Entonces se hace un contrato de obra y servicio por ejemplo, lo he comentado que hay varias modalidades... Querer o no hacer bien las cosas dependen de uno, pero lo que está claro que no es lógico que unos tengamos que pagar impuestos y otros no. No declarar una actividad, aunque sea solo 1 hora al mes, puede traernos problemas,... y luego está la ética y moral de si contribuimos o no.

----------


## cerveser

Prendes, para tal efecto lo primero que debes hacer es de darte de alta como trabajador autónomo ("crear una empresa"). Para ello, a parte de cumplir los requisitos legales oportunos, debes pagar de manera mensual el impuesto correspondiente (puedes darte de alta solamente aquellos meses en que tengas trabajo, y darte de baja después).
Luego es necesario efectuar facturas a tus clientes y por último, efectuar las liquidaciones de IVA al cierre del trimestre.
Para acabar, y si cumples los requisitos oportunos, realizar la declaración de IRPF anual.
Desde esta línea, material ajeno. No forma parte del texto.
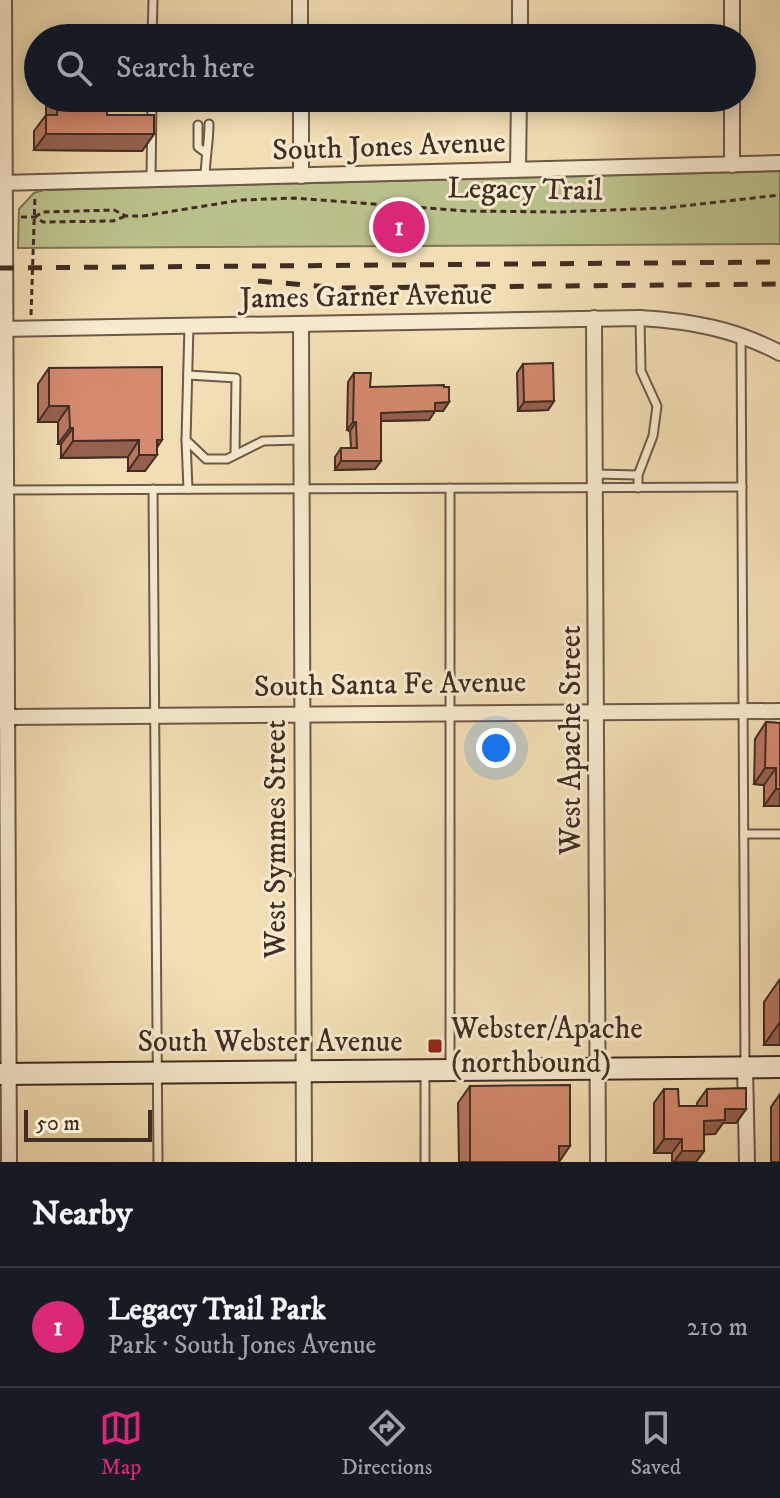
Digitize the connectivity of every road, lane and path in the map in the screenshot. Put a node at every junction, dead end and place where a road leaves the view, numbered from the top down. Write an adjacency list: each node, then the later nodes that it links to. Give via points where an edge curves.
1 (4, 0): 23 (street)
2 (153, 0): 6 (lane)
3 (300, 0): 7 (street)
4 (520, 0): 8 (street)
5 (732, 0): 9 (street)
6 (152, 24)
7 (300, 24)
8 (520, 24)
9 (732, 24)
10 (152, 112): 22 (lane)
11 (301, 112): 20 (street)
12 (519, 112): 19 (street)
13 (732, 112): 18 (street)
14 (209, 124): 16 (lane)
15 (198, 125): 16 (lane, via 198,147)
16 (205, 152): 21 (lane)
17 (780, 163): 18 (street, South Jones Avenue)
18 (732, 165): 19 (street, South Jones Avenue)
19 (518, 169): 20 (street, South Jones Avenue)
20 (301, 176): 21 (street, South Jones Avenue)
21 (205, 179): 22 (street, South Jones Avenue)
22 (151, 180): 23 (street, South Jones Avenue)
23 (3, 183): 33 (street)
24 (35, 195): 27 (path)
25 (780, 195): 26 (path, Legacy Trail, via 665,208 559,212 270,199)
26 (126, 216): 27 (path, Legacy Trail, via 71,222); 27 (path, Legacy Trail, via 114,210 43,212)
27 (35, 217): 28 (path)
28 (31, 316)
29 (594, 318): 30 (street, James Garner Avenue); 32 (street, James Garner Avenue); 42 (street, West Apache Street)
30 (640, 318): 34 (street, James Garner Avenue, via 680,320); 41 (lane, via 641,371 657,406)
31 (189, 325): 32 (street, James Garner Avenue); 33 (street, James Garner Avenue); 36 (lane)
32 (301, 325): 38 (street, West Symmes Street)
33 (3, 329): 40 (street)
34 (736, 333): 35 (street, James Garner Avenue); 43 (lane)
35 (780, 353)
36 (188, 375): 37 (lane); 39 (lane, via 236,378)
37 (186, 440): 39 (lane, via 206,459); 47 (lane)
38 (301, 440): 39 (lane, via 263,441); 48 (street, West Symmes Street)
39 (235, 454)
40 (4, 472): 49 (street)
41 (638, 475): 42 (lane); 45 (lane)
42 (596, 481): 44 (lane); 45 (lane); 53 (street, West Apache Street)
43 (742, 487): 45 (lane); 52 (lane)
44 (450, 488): 48 (lane); 54 (lane)
45 (638, 488)
46 (153, 489): 47 (lane); 49 (lane); 57 (lane)
47 (188, 489): 48 (lane)
48 (301, 489): 55 (street, West Symmes Street)
49 (7, 490): 50 (street)
50 (4, 626): 56 (street)
51 (780, 711): 52 (street, South Santa Fe Avenue)
52 (743, 712): 53 (street, South Santa Fe Avenue); 59 (lane)
53 (597, 713): 54 (street, South Santa Fe Avenue); 64 (street, West Apache Street)
54 (449, 715): 55 (street, South Santa Fe Avenue); 66 (lane)
55 (302, 716): 57 (street, South Santa Fe Avenue); 67 (street, West Symmes Street)
56 (4, 717): 57 (street, South Santa Fe Avenue); 58 (street)
57 (155, 717): 68 (lane)
58 (4, 815): 61 (street)
59 (744, 834): 60 (lane); 62 (lane)
60 (780, 834)
61 (4, 973): 69 (street)
62 (745, 1067): 63 (street, South Webster Avenue); 64 (street, South Webster Avenue); 75 (street)
63 (780, 1067)
64 (597, 1068): 66 (street, South Webster Avenue); 74 (street, West Apache Street)
65 (425, 1070): 66 (street, South Webster Avenue); 67 (street, South Webster Avenue); 73 (lane)
66 (450, 1070)
67 (303, 1072): 68 (street, South Webster Avenue); 72 (street, West Symmes Street)
68 (157, 1073): 69 (street, South Webster Avenue); 71 (lane)
69 (4, 1074): 70 (street)
70 (9, 1162)
71 (158, 1162)
72 (304, 1162)
73 (425, 1162)
74 (598, 1162)
75 (747, 1162)

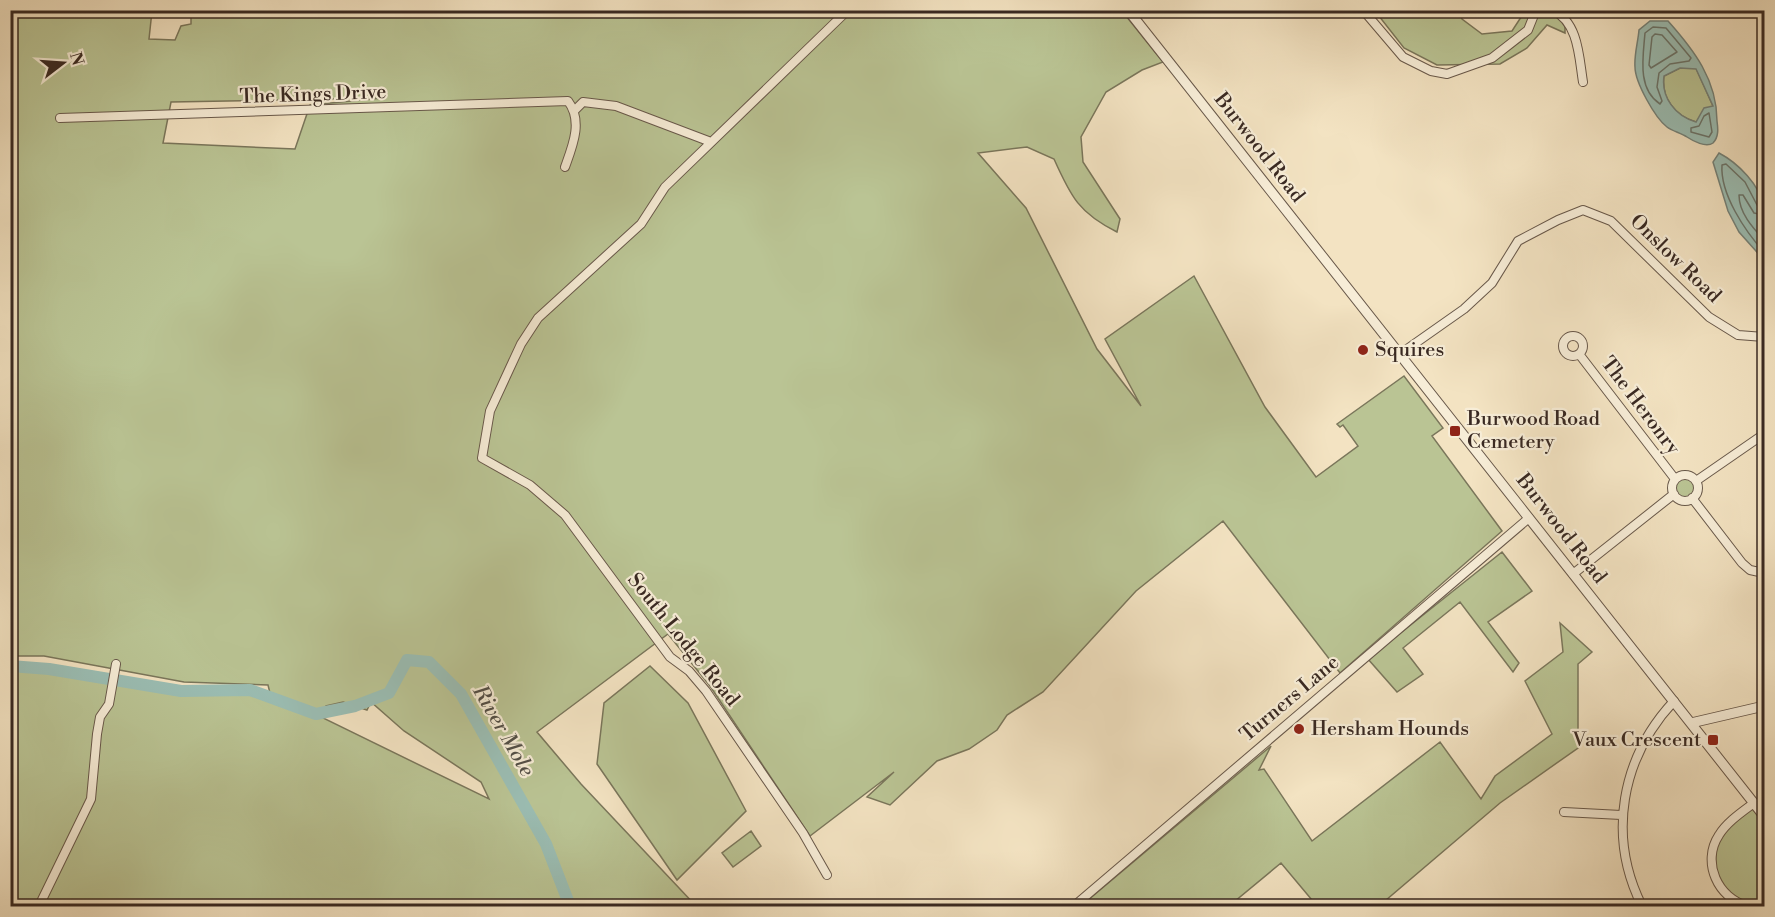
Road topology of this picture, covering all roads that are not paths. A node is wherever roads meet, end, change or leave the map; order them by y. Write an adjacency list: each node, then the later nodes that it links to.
1 (848, 10): 11 (street)
2 (1128, 10): 14 (street, Burwood Road)
3 (1363, 10): 4 (street)
4 (1536, 10)
5 (1553, 10): 6 (street)
6 (1583, 82)
7 (568, 101): 8 (street, The Kings Drive); 9 (street); 10 (street, The Kings Drive)
8 (583, 102): 9 (street); 11 (street, The Kings Drive)
9 (575, 110): 12 (street)
10 (60, 118)
11 (711, 142): 32 (street, South Lodge Road)
12 (566, 167)
13 (1764, 338): 14 (street, Onslow Road)
14 (1400, 354): 21 (street, Burwood Road)
15 (1579, 354): 17 (street, The Heronry)
16 (1764, 434): 18 (street)
17 (1675, 479): 18 (street); 19 (street)
18 (1696, 481): 20 (street)
19 (1674, 494): 20 (street); 23 (street)
20 (1692, 498): 22 (street)
21 (1529, 518): 23 (street, Burwood Road); 34 (street, Turners Lane)
22 (1764, 573)
23 (1573, 574): 25 (street, Burwood Road)
24 (116, 664): 33 (street)
25 (1674, 700): 27 (street, Burwood Road); 30 (street)
26 (1764, 706): 27 (street)
27 (1691, 723): 28 (street, Burwood Road)
28 (1754, 803): 31 (street, Burwood Road); 36 (street)
29 (1564, 812): 30 (street)
30 (1621, 815): 35 (street)
31 (1764, 816)
32 (827, 875)
33 (39, 906)
34 (1074, 906)
35 (1641, 906)
36 (1748, 906)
_Grosso modo_ es esto, seguro que alguien de por aquí lo hará hecho y puede darte más información.

Saludos,
cerveser

----------


## EricMaGo

Muchisimas gracias por las respuestas. Lo consultaré atentamente y desde luego si uno ha de declararse se declara, coinncido en que la parte ética es importante sobretodo en este tema (la magia).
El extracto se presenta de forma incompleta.